Eyzenberg Greencap is teaming up with Reeds Bay Investment Group to provide the commercial real estate industry’s first joint senior construction and C-PACE loan program.
The partnership will originate loans of $1 million to $20 million for US borrowers that are developing properties in the District of Columbia and 24 states with active C-PACE programs, David Eyzenberg, founder, told Real Estate Capital USA.
The program will mainly target new developments, heavy value-added acquisitions, or recapitalizations done in conjunction with a property redevelopment. Generally speaking, the partnership will seek loans in the multifamily sector or have a strong multifamily component.

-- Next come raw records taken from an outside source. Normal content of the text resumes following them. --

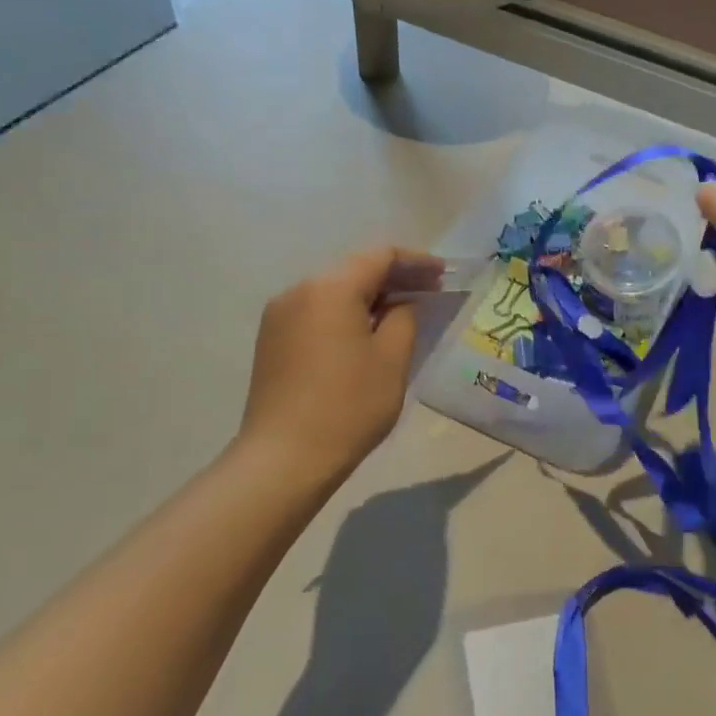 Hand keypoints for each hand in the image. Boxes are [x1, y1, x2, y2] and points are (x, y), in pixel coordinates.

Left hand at [236, 247, 441, 489]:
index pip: (380, 256)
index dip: (416, 262)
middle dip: (393, 277)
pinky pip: (316, 310)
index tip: (443, 275)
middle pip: (354, 269)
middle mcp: (299, 290)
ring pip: (334, 290)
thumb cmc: (348, 406)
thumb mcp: (392, 359)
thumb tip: (401, 302)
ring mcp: (280, 315)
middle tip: (430, 291)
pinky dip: (345, 312)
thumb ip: (404, 317)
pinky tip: (365, 331)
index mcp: (330, 288)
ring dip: (369, 295)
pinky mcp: (271, 339)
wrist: (283, 459)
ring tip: (402, 311)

The program will use leverage of up to 90 percent loan-to-cost. The loans will have terms that range from six months to 30 years.
Eyzenberg Greencap, a joint venture between Eyzenberg & Co and Nuveen’s Greenworks program, believes there is interest from borrowers who want a one-stop solution for construction and C-PACE financing.
C-PACE is a lending program in 36 states designed to encourage property owners to make their buildings more green. Unlike traditional loans, C-PACE financings are paid back at the same time as a borrower’s property taxes, and the loan is attached to the building even after it is sold. The financings are often used for energy efficient retrofits and renovations. Borrowers hope the improvements financed will lower maintenance costs and make their building more attractive in the long run, Eyzenberg said.
The program is not for all borrowers but can be extremely beneficial for some. “C-PACE can fill the gap between senior debt and equity at lower pricing than alternative capital structures like mezzanine debt or preferred and common equity,” Eyzenberg said.
C-PACE can be especially useful for property owners since special assessments taxes are treated as an operating expense, giving the option for them to be passed on to tenants and/or guests, Eyzenberg said.
“For low-yield development markets like New York, DC, or Miami it’s harder to make C-PACE work in a capital stack since leverage is usually cashflow constrained. However, it does make sense if it’s used to blend down the aggregate cost of capital from a more expensive debt fund,” he added.
Lenders are still gaining comfort with C-PACE financing, with Eyzenberg noting that banks and debt funds are the most active at this point. The agencies and commercial mortgage-backed securities conduits are still getting up to speed.